# WHAT THE TASK REQUIRES
Going through the entries below, copy out each line that contains "Avenue".

### PROVIDED MATERIAL ###

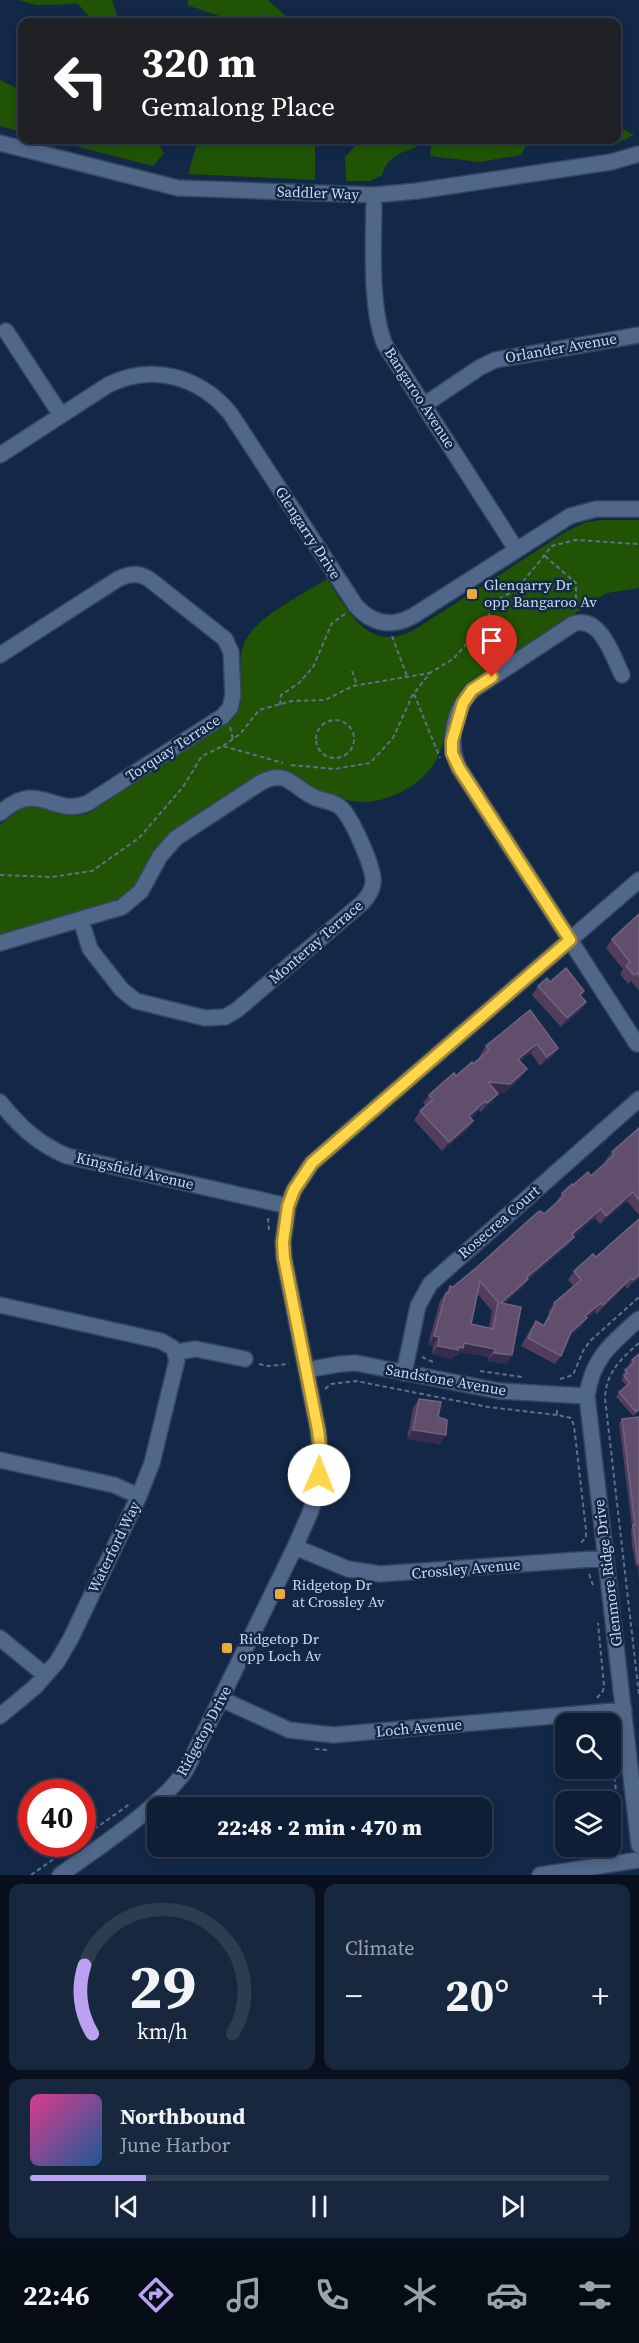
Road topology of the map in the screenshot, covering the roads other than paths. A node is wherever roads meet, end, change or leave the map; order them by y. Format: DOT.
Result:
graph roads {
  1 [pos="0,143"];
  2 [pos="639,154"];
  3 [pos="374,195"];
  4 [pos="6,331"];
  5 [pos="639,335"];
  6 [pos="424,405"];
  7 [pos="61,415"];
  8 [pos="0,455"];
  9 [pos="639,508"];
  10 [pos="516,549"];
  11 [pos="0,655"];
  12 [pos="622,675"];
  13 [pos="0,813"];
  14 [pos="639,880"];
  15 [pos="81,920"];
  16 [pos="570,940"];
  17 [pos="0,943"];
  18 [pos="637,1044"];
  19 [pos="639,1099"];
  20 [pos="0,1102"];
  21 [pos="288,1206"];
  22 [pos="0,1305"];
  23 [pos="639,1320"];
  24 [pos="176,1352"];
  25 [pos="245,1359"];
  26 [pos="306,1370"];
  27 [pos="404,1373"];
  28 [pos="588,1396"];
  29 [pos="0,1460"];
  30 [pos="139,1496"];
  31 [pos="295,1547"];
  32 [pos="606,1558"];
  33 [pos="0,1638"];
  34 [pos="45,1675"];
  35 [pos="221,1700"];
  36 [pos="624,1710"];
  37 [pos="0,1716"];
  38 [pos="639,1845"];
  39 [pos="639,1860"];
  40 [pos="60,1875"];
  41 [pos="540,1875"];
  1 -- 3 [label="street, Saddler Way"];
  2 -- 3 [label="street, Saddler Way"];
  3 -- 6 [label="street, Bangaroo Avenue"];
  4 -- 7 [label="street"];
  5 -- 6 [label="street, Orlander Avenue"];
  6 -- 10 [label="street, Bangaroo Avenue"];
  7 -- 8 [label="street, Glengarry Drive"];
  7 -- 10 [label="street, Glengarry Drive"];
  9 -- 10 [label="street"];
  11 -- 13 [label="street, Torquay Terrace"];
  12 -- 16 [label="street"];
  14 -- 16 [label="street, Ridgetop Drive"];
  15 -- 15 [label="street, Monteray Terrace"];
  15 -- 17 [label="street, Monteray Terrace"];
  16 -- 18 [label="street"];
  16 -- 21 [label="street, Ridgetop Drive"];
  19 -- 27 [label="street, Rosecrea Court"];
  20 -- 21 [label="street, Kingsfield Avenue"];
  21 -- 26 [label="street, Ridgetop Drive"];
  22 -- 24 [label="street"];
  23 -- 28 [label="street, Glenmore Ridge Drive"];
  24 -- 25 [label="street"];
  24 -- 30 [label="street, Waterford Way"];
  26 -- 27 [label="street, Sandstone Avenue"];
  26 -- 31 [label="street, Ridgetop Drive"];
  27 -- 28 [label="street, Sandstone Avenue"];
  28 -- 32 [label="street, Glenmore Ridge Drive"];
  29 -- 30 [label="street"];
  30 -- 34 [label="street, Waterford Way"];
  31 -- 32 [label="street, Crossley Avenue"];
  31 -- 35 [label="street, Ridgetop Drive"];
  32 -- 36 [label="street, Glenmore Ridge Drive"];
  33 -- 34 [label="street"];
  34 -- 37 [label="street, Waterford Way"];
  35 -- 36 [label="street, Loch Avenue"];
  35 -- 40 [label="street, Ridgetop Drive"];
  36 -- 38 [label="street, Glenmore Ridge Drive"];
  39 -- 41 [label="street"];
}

###

# TASK OUTPUT
  3 -- 6 [label="street, Bangaroo Avenue"];
  5 -- 6 [label="street, Orlander Avenue"];
  6 -- 10 [label="street, Bangaroo Avenue"];
  20 -- 21 [label="street, Kingsfield Avenue"];
  26 -- 27 [label="street, Sandstone Avenue"];
  27 -- 28 [label="street, Sandstone Avenue"];
  31 -- 32 [label="street, Crossley Avenue"];
  35 -- 36 [label="street, Loch Avenue"];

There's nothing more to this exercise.